I grabbed a new one earlier this year and it's a great guitar. If I had the cash on hand, I'd be tempted to go for it myself.


----------



## Pat James (5 mo ago)

jdto said:


> I grabbed a new one earlier this year and it's a great guitar. If I had the cash on hand, I'd be tempted to go for it myself.


Let's see it...and make sure to zoom in on the headstock logo


----------



## BGood (Feb 20, 2015)

Wouldn't the serial look like this if it was a Chinese fake ?


----------



## jdto (Sep 30, 2015)

Pat James said:


> Let's see it...and make sure to zoom in on the headstock logo


Mine has the new headstock logo and it came with the new 58/15S pickups, where the older ones I think would have the #7S pickups. I also installed Vineham V59s in mine, not because the stock ones sounded bad, but more because I like to tinker. I think they do sound a bit better to my ears. I also did the pots and wiring, which is why it has those speed knobs on it.


----------



## Pat James (5 mo ago)

jdto said:


> Mine has the new headstock logo and it came with the new 58/15S pickups, where the older ones I think would have the #7S pickups. I also installed Vineham V59s in mine, not because the stock ones sounded bad, but more because I like to tinker. I think they do sound a bit better to my ears. I also did the pots and wiring, which is why it has those speed knobs on it.
> 
> View attachment 444616
> 
> View attachment 444617


Nice upgrades. think I have learned more about S2 guitars today than I ever anticipated, lol. How do you like the satin finish?


----------



## BGood (Feb 20, 2015)

That is basically a LPcaster.


----------



## Budda (May 29, 2007)

Ive sold every non satin prs, kept the satin S2. Go figure.

next time just say you cant commit instead of it may be fake, really speeds things up.


----------



## Pat James (5 mo ago)

Budda said:


> Ive sold every non satin prs, kept the satin S2. Go figure.
> 
> next time just say you cant commit instead of it may be fake, really speeds things up.

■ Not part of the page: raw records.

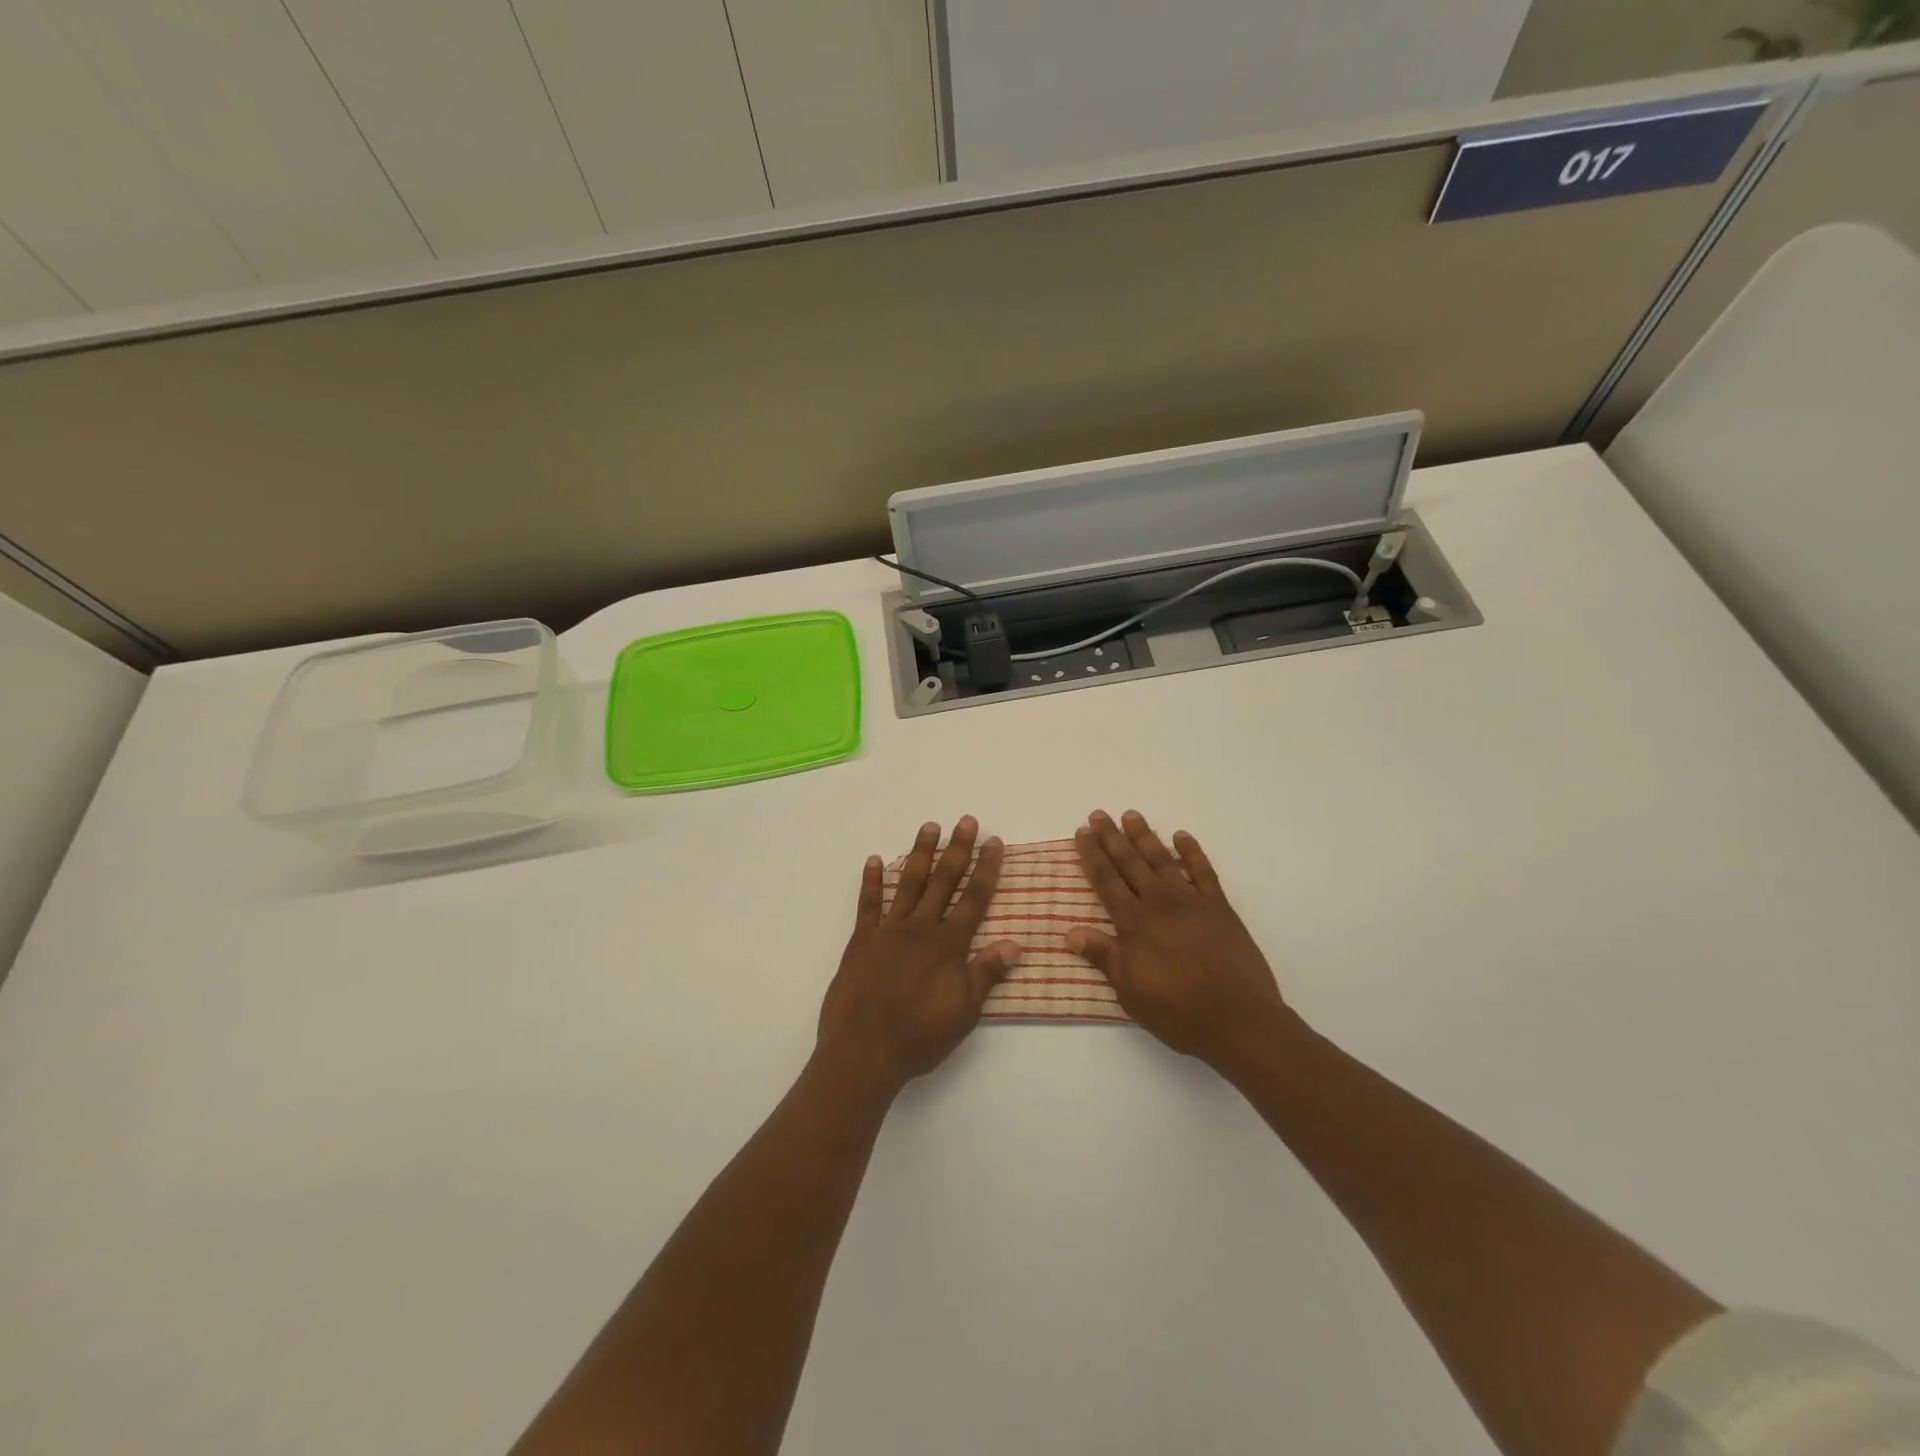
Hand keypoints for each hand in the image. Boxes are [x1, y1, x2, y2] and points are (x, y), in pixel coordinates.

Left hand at [817, 817, 1021, 1095]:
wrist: (864, 1051)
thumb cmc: (920, 1036)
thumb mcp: (965, 1012)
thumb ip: (987, 974)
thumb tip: (1016, 943)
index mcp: (948, 945)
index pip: (974, 899)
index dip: (986, 869)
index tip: (994, 842)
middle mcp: (920, 929)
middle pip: (943, 881)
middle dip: (957, 850)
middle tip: (966, 820)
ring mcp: (888, 931)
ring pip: (908, 883)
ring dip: (920, 853)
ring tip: (929, 827)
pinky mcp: (861, 941)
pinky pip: (868, 904)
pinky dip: (871, 881)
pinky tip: (874, 860)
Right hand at [1067, 810, 1294, 1073]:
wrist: (1238, 1019)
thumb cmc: (1178, 1011)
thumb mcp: (1130, 991)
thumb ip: (1103, 956)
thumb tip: (1070, 933)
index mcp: (1134, 924)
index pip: (1106, 881)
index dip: (1091, 855)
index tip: (1081, 833)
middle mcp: (1160, 904)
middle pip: (1130, 863)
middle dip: (1112, 837)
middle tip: (1098, 814)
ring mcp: (1192, 902)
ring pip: (1163, 860)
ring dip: (1145, 836)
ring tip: (1131, 815)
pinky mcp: (1220, 908)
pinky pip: (1204, 871)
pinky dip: (1192, 852)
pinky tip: (1182, 836)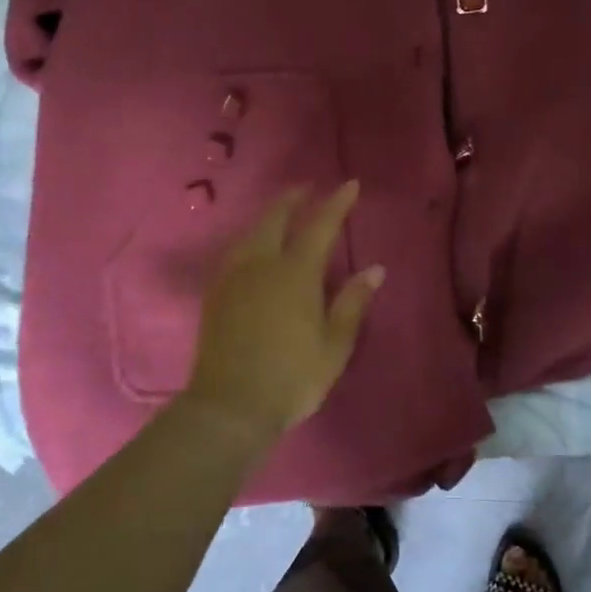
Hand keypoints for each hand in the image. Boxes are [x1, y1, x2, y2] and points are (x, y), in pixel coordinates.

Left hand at [178, 182, 384, 448]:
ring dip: (269, 215)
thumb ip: (352, 302)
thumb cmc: (292, 377)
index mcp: (296, 273)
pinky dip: (250, 237)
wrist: (229, 406)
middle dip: (294, 199)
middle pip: (276, 218)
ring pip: (251, 231)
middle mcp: (262, 264)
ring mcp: (233, 277)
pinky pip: (235, 250)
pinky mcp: (215, 293)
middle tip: (307, 189)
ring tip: (281, 213)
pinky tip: (253, 246)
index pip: (320, 225)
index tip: (350, 185)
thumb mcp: (334, 345)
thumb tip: (375, 269)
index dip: (336, 203)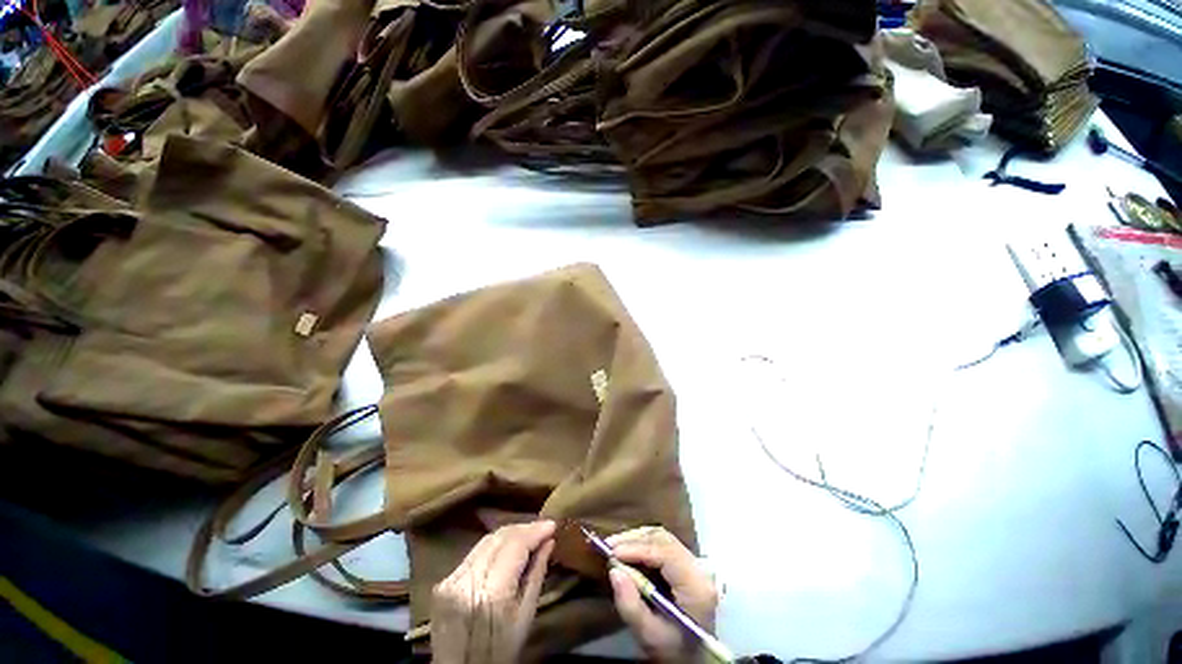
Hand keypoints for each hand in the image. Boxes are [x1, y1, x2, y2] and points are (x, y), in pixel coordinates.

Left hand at [430, 520, 555, 663]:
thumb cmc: (500, 651)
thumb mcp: (525, 617)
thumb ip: (536, 574)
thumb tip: (549, 541)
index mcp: (491, 593)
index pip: (515, 545)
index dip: (535, 531)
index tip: (553, 524)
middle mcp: (468, 580)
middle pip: (499, 537)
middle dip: (524, 528)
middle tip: (543, 528)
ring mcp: (451, 579)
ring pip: (486, 540)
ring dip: (510, 534)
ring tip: (529, 535)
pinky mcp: (443, 581)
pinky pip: (475, 553)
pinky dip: (494, 546)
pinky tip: (507, 548)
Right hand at [607, 526, 718, 662]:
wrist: (692, 656)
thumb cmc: (672, 648)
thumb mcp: (649, 635)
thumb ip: (631, 606)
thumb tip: (614, 571)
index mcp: (696, 587)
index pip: (666, 553)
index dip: (638, 548)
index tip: (612, 552)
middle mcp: (699, 569)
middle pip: (664, 540)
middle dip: (634, 540)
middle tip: (609, 546)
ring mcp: (695, 563)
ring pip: (662, 537)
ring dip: (637, 539)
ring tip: (614, 546)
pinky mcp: (687, 561)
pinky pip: (663, 543)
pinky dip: (643, 543)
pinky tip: (627, 549)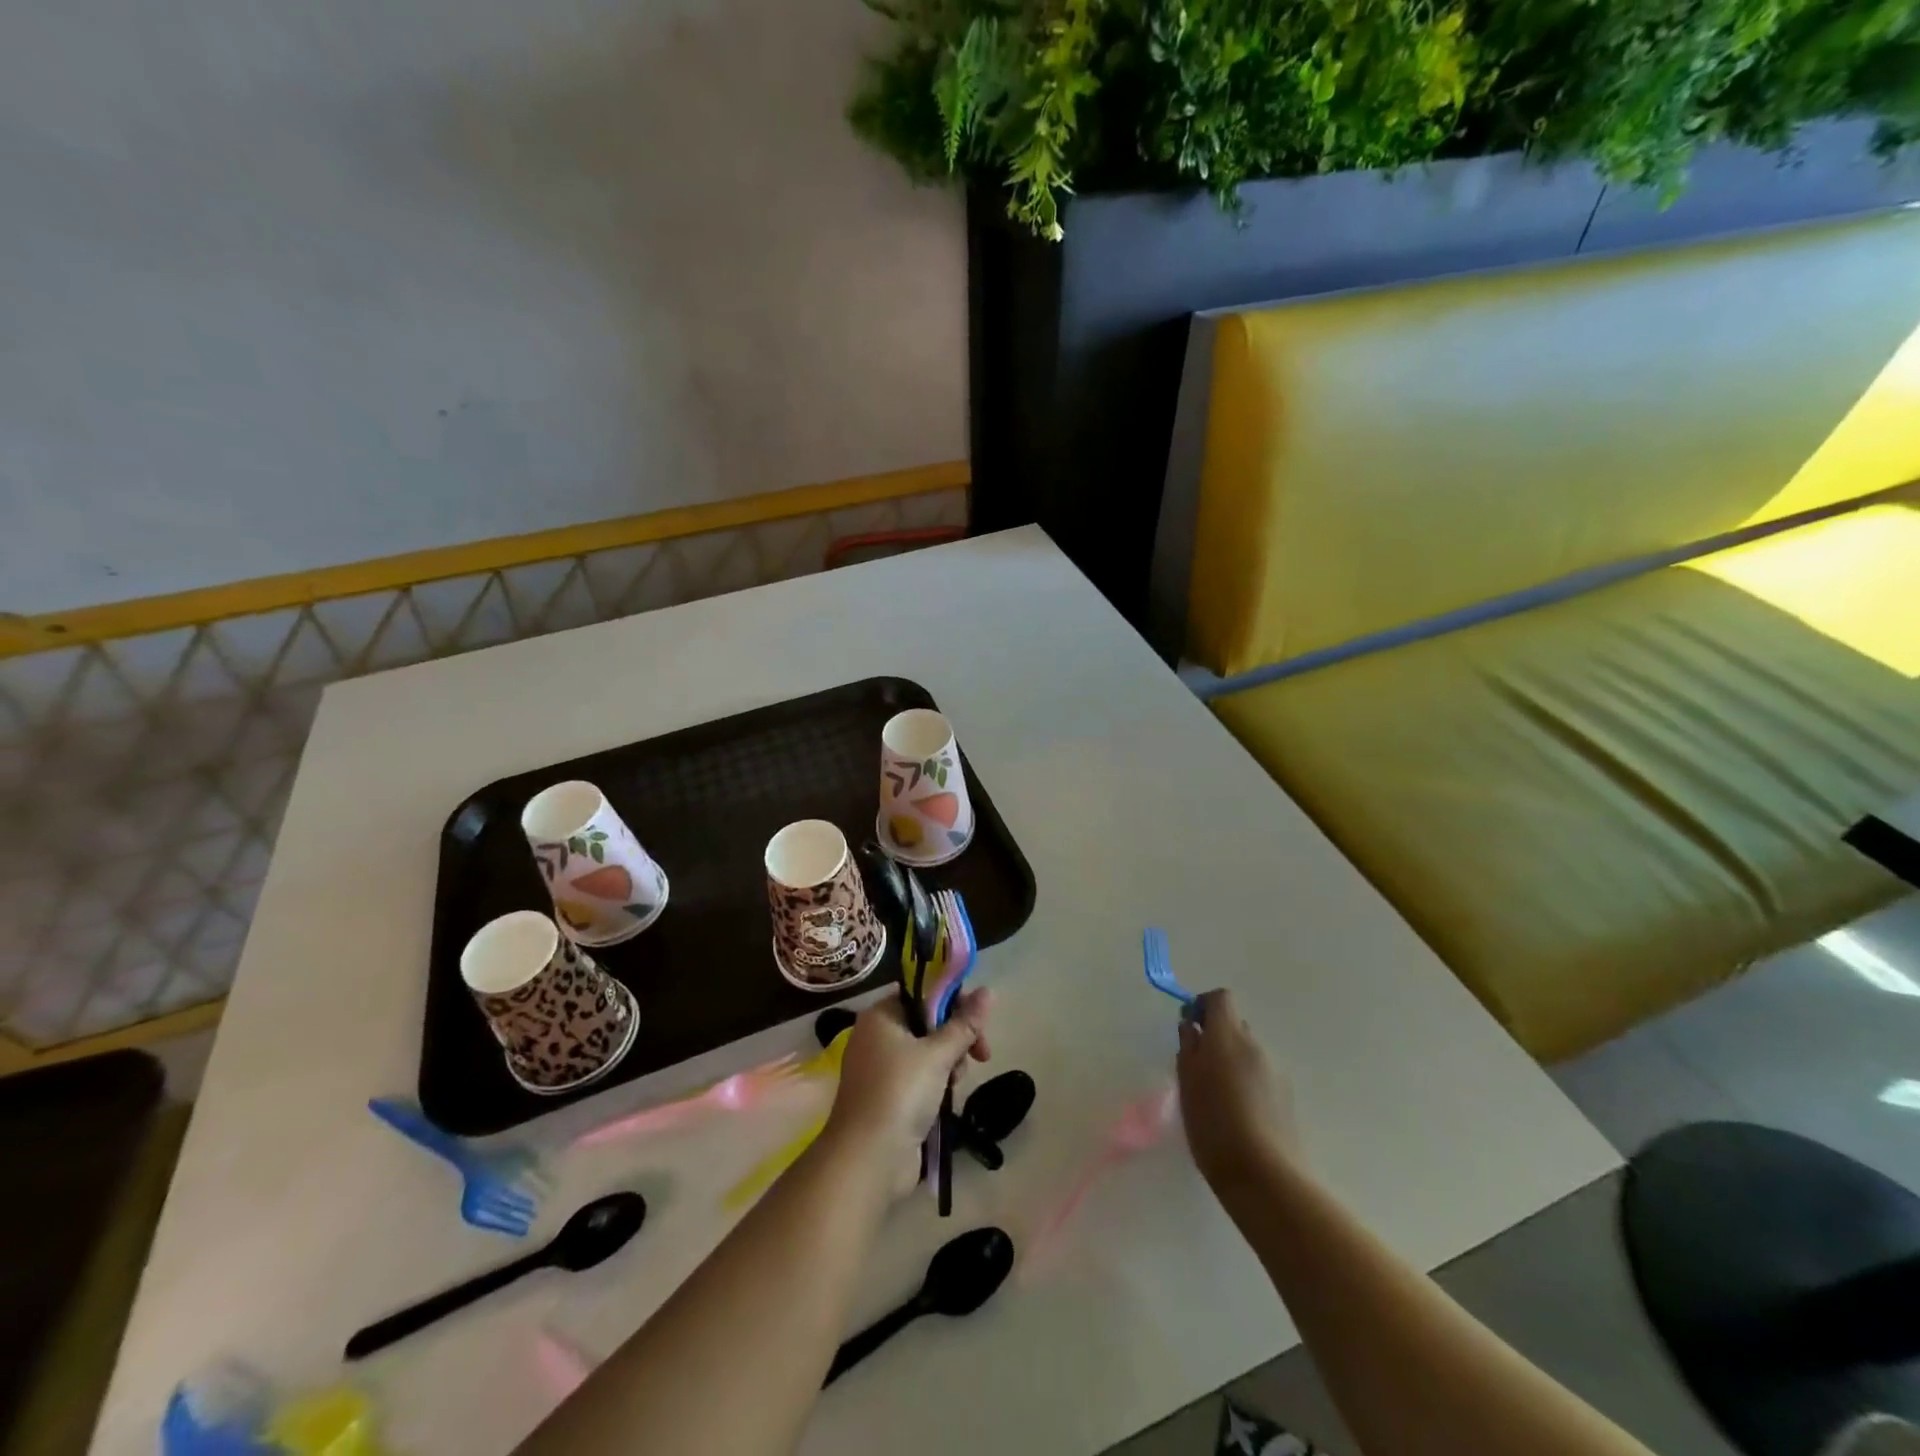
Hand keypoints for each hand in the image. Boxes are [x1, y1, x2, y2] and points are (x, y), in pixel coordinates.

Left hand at [824, 987, 992, 1195]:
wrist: (868, 1159)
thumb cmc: (900, 1092)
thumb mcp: (938, 1054)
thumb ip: (964, 1023)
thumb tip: (989, 991)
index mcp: (881, 1015)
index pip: (923, 993)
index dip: (954, 1002)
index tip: (978, 1020)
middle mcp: (876, 1036)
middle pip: (927, 1022)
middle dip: (956, 1036)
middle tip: (980, 1054)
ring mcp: (879, 1068)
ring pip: (925, 1050)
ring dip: (949, 1061)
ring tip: (957, 1081)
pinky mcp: (886, 1096)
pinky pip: (918, 1076)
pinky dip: (936, 1081)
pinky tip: (948, 1095)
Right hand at [1176, 989, 1299, 1191]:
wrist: (1266, 1177)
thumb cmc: (1214, 1126)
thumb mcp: (1187, 1084)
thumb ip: (1188, 1048)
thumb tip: (1191, 1027)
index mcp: (1228, 1036)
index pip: (1220, 998)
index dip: (1202, 1005)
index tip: (1189, 1027)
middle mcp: (1256, 1046)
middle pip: (1235, 1024)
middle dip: (1216, 1037)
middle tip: (1198, 1067)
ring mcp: (1276, 1071)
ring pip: (1248, 1052)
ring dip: (1231, 1061)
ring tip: (1217, 1096)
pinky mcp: (1288, 1097)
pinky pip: (1261, 1075)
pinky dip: (1247, 1082)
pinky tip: (1238, 1114)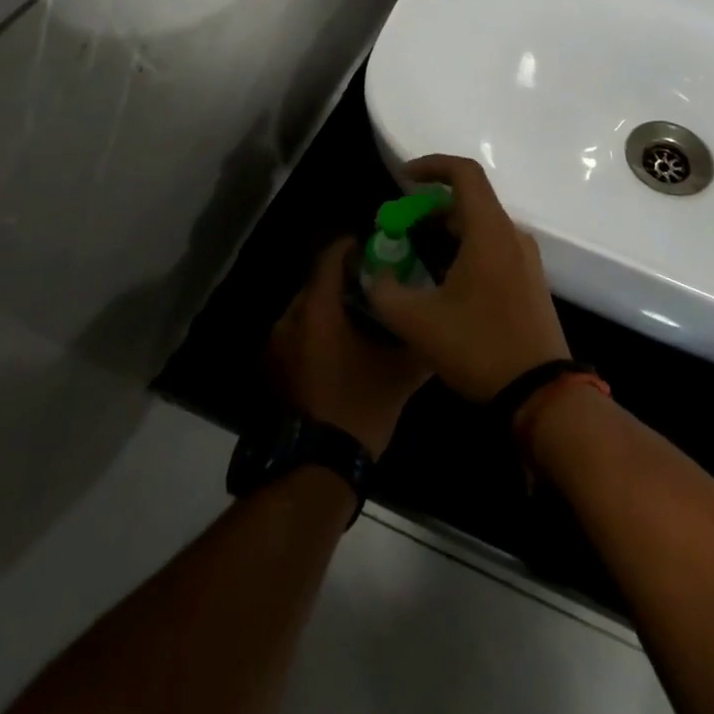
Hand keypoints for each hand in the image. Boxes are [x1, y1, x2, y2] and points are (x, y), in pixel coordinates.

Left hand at [269, 238, 429, 455]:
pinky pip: (297, 335)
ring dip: (330, 308)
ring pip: (306, 311)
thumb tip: (440, 326)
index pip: (329, 257)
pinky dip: (317, 332)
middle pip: (317, 283)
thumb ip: (421, 343)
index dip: (351, 246)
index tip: (375, 247)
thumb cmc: (358, 408)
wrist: (316, 467)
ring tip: (361, 316)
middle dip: (344, 280)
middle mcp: (290, 319)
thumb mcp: (400, 374)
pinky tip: (342, 347)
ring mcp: (276, 346)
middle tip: (375, 284)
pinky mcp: (273, 369)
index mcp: (317, 310)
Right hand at [366, 155, 571, 401]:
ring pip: (481, 225)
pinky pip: (493, 247)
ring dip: (446, 230)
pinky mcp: (530, 280)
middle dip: (430, 207)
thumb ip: (385, 291)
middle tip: (400, 228)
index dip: (431, 165)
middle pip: (470, 200)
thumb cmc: (479, 347)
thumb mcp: (417, 322)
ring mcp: (525, 258)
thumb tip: (375, 274)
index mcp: (489, 231)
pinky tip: (443, 281)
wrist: (541, 393)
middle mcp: (512, 235)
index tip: (402, 179)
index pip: (464, 173)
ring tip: (415, 256)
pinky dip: (464, 248)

I did think it was fake? Was that not the right thing to do? I never said, "If this is real, I am going to buy it".


----------



## Budda (May 29, 2007)

Pat James said:


> I did think it was fake? Was that not the right thing to do? I never said, "If this is real, I am going to buy it".


Apologies then as I accidentally implied in my head then. That said I dont think I’ve seen fake S2’s.


----------



## jdto (Sep 30, 2015)

Pat James said:


> Nice upgrades. think I have learned more about S2 guitars today than I ever anticipated, lol. How do you like the satin finish?


The satin is great. They are really nice guitars to play. Comfortable, light, good sound, stay in tune and a nice medium neck.


----------



## superfly (Oct 14, 2021)

looks legit to me...


----------



## dmc69 (Jan 20, 2011)

Thanks to all you guys, my brother now has a PRS S2 Standard that he won't feel bad painting over.


----------



## 2manyGuitars (Jul 6, 2009)

dmc69 said:


> Thanks to all you guys, my brother now has a PRS S2 Standard that he won't feel bad painting over.


Tell him to do another squirrel and I’m in! 😆


----------



## Chito (Feb 17, 2006)

That was a great deal. 
I just have too many guitars... too many guitars... too many guitars... LOL


----------



## Verne (Dec 29, 2018)

@Chito .... too many guitars. What does this even mean?!? I've not heard that expression before.


----------



## Chito (Feb 17, 2006)

Verne said:


> @Chito .... too many guitars. What does this even mean?!? I've not heard that expression before.


My wife tells me that... so that's where I hear it. hahaha


----------



## dmc69 (Jan 20, 2011)

Chito said:


> My wife tells me that... so that's where I hear it. hahaha


I agree with @Verne. What is too many guitars? And what's a wife?


----------